You are trained how to extract information from a patient. And you are trained how to compare this information with the encyclopedia stored in your head, and to find the best match. That is your job. That is your skill.
So. Don’t be too clever and change the machine’s gears every time. It gets confused. You will get confused. The elephants will go to India. The hippos will go on strike.
Be consistent, even if it’s dull. Good history taking is not meant to be exiting. Hence MyHSN also advises ..
Mini Top Tip 3. Ask the same questions, in the same way, in the same order .. every time
Mini Top Tip 4. And do not skip the drug, social and family history – especially the drug history
Why? 30% of hospital admissions are wholly or partly due to prescribing issues (not necessarily errors). You cannot be s good doctor if you are not a good clinical pharmacologist. Full stop.

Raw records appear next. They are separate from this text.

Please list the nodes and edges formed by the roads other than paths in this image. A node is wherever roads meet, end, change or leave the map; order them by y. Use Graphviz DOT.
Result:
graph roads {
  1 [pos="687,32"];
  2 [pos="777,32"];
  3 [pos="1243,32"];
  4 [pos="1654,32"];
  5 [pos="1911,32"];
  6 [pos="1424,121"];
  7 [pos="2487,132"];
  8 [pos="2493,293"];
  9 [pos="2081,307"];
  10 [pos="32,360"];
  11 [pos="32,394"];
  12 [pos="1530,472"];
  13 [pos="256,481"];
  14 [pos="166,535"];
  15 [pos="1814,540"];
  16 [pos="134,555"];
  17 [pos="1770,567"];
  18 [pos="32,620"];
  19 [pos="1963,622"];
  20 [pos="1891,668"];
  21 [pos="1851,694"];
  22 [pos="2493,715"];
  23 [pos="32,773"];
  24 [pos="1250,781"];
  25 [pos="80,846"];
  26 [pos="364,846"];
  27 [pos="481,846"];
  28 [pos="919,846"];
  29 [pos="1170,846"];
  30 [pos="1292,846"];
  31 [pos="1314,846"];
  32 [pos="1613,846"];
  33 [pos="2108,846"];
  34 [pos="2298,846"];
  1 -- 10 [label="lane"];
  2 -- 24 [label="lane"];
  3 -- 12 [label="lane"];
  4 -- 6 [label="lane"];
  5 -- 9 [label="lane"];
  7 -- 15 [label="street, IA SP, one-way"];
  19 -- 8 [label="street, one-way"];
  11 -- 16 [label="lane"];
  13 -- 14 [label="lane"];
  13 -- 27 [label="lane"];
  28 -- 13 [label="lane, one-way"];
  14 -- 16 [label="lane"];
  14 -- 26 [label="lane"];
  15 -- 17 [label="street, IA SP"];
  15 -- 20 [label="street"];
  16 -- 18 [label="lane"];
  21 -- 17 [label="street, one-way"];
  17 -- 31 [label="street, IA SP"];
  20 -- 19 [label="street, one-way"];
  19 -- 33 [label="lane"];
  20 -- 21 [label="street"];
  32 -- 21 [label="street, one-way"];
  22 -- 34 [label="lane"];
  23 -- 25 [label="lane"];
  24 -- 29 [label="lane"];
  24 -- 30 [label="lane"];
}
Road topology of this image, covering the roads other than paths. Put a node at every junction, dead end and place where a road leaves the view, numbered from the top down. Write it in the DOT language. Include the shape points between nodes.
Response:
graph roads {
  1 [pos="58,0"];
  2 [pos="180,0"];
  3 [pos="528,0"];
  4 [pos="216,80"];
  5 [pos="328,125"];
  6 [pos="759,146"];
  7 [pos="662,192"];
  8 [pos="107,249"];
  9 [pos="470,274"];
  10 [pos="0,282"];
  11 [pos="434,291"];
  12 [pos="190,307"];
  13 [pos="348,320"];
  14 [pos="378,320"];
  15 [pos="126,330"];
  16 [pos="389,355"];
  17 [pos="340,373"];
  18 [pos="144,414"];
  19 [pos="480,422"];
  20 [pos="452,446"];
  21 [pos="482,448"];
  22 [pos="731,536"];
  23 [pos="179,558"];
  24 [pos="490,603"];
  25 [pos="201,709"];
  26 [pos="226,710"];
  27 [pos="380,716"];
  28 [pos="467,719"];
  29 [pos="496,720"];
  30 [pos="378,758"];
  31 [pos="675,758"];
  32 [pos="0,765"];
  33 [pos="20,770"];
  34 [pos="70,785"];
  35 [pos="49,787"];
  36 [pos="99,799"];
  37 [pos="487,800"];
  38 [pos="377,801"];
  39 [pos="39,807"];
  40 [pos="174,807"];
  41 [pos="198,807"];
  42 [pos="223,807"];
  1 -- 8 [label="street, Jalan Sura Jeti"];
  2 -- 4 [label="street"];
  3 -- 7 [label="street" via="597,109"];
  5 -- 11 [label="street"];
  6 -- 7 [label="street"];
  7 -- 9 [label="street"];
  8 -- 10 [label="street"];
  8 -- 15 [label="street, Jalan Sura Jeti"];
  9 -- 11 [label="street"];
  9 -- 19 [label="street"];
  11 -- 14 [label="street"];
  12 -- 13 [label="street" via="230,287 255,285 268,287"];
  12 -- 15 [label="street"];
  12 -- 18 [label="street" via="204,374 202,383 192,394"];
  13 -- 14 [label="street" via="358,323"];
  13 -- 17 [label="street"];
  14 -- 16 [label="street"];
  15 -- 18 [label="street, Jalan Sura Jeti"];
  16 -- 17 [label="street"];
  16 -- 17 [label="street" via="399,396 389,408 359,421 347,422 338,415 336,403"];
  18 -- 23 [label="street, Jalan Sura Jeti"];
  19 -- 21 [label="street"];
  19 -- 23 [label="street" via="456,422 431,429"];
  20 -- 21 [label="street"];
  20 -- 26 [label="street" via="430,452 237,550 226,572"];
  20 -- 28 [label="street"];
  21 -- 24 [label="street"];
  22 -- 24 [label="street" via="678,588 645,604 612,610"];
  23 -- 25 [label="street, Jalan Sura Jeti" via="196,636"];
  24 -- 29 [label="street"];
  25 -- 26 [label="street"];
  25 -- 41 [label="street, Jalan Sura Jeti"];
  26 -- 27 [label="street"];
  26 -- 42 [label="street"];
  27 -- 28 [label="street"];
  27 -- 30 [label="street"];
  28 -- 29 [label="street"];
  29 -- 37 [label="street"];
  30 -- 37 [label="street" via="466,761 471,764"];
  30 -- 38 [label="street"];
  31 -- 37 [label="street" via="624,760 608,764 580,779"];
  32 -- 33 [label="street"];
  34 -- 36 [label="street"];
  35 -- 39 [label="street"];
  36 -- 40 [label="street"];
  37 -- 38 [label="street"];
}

If you do all this (not easy we know), you will rarely go wrong. Doesn’t mean you will get the diagnosis right every time. But a machine like repetitive process gives you the best chance of getting it right. And the 🦛 will call off their strike. The Belgian detective comes back to help you.
But just because your job description is best suited to a machine, doesn’t mean you have to be like a cold machine. Be a warm cuddly machine with a ❤️ and compassion.
So there we have it. Be a well oiled and loving machine. And .. practice, practice and practice a bit more .. and good luck!
Be nice to the patient. And they will be nice to you. And tell you the diagnosis.
A good opening gambit to set the tone is ..
Thankyou for coming to see me today”
MyHSN hopes you are not a splitter and separate Laurence-Moon AND Bardet-Beidl syndromes. No way hose ..
We have given you our 3 top tips for taking a medical history. We hope it has been helpful.